To answer about Jafar, how about having him like the pic, then have his head come wrapping up around a prop from the ground. Snakes and serpents are very rarely stretched out, so have it wrapping around things. You also buy a huge amount of fabric in bulk like 10-13 yards and make a long cylinder, size will triumph detail in some cases. Then just stuff it and paint it, now you can wrap it around the whole haunt. Lastly, for scar look up on youtube "furry foam head how to", it has lots of helpful stuff for carving foam to look like animals. I used alot of techniques from those things to make a werewolf costume one year.


----------



## Pumpkin King (Jul 14, 2008)

That is a cool idea.

You could have a pvc base with chicken wire and then paing and foam features for Jafar.


----------



## Xochi16 (Sep 21, 2009)

Yeah I have considered both of those options. It may be a trial and error sort of thing lol. And thank you for the youtube suggestion, I think that would be perfect for Scar!! I actually found this








But the guy hasn't updated since 2005. It would be perfect if I new how he did it, it says all of his work his from metal working, I just want to know how he got the shape! (Halloween_Art) Thanks for the replies guys!


----------



## hallorenescene (Dec 28, 2007)

well, i can't help you make it, but i must say what you have done is amazing work


----------



## Xochi16 (Sep 21, 2009)

Thanks for all the comments and pm's!! Right now here is an updated list, I started working yesterday and have purchased quite a bit of supplies. We do our haunts at a campsite, and went and visited its location for next year. It is a HUGE lot, so we are thinking of adding a few characters. Its going to be a looooong 300+ days ^_^:
Right now we are going to have: Maleficent Dragon (already painting up a nice scary glow in the dark latex mask), Chernabog, Scar, and Jafar all previously mentioned. New additions! The crocodile from Peter Pan, I ordered a costume today I plan on rigging up to a de-legged animated reindeer ^_^, The Hag from Snow White, Oogie Boogie and the Caterpillar and Cheshire Cat from Alice. Wish me luck! This is going to be a gigantic undertaking, but we're already excited! ^_^ Any other advice is again, GREATLY appreciated!


----------



## Biggie (Jul 29, 2009)

I want to watch your Oogie Boogie prop, I am tempted to make a costume for a friend since his nickname is Oogie.


----------



## Xochi16 (Sep 21, 2009)

Biggie said:


> I want to watch your Oogie Boogie prop, I am tempted to make a costume for a friend since his nickname is Oogie.


Yes, I've found a design I really like. I'm going to make him out of a bright green burlap I picked up at Jo Anns, and give it a light dusting of Krylon Glowz Glow-in-the-dark spray paint. It shows up clear. We shall see, I'll update with some pictures when I really get going!


----------



## Mandathewitch (May 19, 2009)

We did an 8ft tall burlap Oogie for this years Halloween, and he was one of my favorites! We were gonna have him moving but ran outta time, so he ended up stationary...
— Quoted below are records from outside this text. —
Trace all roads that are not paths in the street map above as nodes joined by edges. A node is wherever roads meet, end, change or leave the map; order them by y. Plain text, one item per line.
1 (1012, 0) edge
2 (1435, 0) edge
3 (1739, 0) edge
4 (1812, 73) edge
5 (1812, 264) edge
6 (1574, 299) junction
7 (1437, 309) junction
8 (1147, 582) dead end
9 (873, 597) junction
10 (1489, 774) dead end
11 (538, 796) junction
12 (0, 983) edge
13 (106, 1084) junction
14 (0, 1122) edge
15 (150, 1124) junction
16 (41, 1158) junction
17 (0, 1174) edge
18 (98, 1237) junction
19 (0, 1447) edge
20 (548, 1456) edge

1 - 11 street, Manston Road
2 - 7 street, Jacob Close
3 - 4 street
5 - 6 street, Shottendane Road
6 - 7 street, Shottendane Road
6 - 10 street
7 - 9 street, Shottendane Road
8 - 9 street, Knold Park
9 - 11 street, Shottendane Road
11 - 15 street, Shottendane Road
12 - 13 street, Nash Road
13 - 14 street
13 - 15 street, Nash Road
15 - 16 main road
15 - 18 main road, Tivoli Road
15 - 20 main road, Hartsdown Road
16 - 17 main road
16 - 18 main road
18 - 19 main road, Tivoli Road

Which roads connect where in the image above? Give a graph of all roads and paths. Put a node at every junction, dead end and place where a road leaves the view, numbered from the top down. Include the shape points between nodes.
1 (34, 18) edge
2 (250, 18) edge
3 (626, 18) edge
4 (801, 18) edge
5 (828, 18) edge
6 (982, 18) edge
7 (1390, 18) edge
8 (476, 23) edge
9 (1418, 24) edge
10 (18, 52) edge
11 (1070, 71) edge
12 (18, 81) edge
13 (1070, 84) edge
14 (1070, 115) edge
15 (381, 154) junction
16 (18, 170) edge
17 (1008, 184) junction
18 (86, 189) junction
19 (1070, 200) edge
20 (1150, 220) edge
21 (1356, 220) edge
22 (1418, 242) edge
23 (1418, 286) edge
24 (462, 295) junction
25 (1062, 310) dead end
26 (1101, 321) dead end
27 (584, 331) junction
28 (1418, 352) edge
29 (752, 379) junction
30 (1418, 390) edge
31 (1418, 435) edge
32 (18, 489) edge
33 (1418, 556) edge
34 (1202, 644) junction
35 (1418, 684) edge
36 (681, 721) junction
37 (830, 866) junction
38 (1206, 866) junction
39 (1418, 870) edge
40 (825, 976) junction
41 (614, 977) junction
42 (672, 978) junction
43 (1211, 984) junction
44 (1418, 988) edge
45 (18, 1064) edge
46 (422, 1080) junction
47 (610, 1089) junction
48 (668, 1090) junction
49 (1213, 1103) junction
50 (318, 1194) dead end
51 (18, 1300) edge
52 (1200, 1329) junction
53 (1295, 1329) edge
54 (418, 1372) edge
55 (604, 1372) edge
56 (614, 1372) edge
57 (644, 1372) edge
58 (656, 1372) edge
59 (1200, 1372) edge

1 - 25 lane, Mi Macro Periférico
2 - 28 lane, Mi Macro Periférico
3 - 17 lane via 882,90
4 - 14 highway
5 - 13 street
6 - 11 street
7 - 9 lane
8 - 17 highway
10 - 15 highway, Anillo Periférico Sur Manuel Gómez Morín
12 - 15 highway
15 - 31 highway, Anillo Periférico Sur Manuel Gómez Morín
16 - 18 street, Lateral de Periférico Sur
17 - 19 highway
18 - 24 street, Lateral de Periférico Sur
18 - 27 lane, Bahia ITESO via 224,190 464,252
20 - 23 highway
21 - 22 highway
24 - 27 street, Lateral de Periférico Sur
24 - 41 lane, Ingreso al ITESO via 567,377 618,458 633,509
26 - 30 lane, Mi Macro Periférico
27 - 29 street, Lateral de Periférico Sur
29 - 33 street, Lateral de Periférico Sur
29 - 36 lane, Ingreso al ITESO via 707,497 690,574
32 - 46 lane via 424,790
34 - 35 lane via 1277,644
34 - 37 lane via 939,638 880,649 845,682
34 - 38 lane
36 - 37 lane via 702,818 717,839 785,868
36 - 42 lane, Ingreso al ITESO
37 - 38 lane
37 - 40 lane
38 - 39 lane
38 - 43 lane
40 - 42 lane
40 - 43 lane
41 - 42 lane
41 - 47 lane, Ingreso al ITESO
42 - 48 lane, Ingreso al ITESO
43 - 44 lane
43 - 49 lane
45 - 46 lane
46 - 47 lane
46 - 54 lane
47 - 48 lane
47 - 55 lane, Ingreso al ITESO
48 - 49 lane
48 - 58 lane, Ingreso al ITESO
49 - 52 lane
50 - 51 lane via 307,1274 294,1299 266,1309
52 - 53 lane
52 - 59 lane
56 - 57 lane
I've seen the Disneyland Fantasmic live about 150 times (seriously), and have an awesome DVD of it (very high quality). We did a Nightmare before Xmas meets Haunted mansion theme this year, and it turned out really nice considering the small amount of actual time spent on it. I would skip the glow in the dark spray paint though, and just go for a florescent Green and use blacklights if you can. If you have a strong enough blacklight he'll glow super bright!

Catepillar can be made from fabric if you have any sewing skillz. We did Wonderland gone mad last year, and had both a giant Catepillar (he was 12 ft tall) AND just the eyes and mouth of the Cheshire Cat hanging from a Tree... Both turned out really nice and were great focal points... 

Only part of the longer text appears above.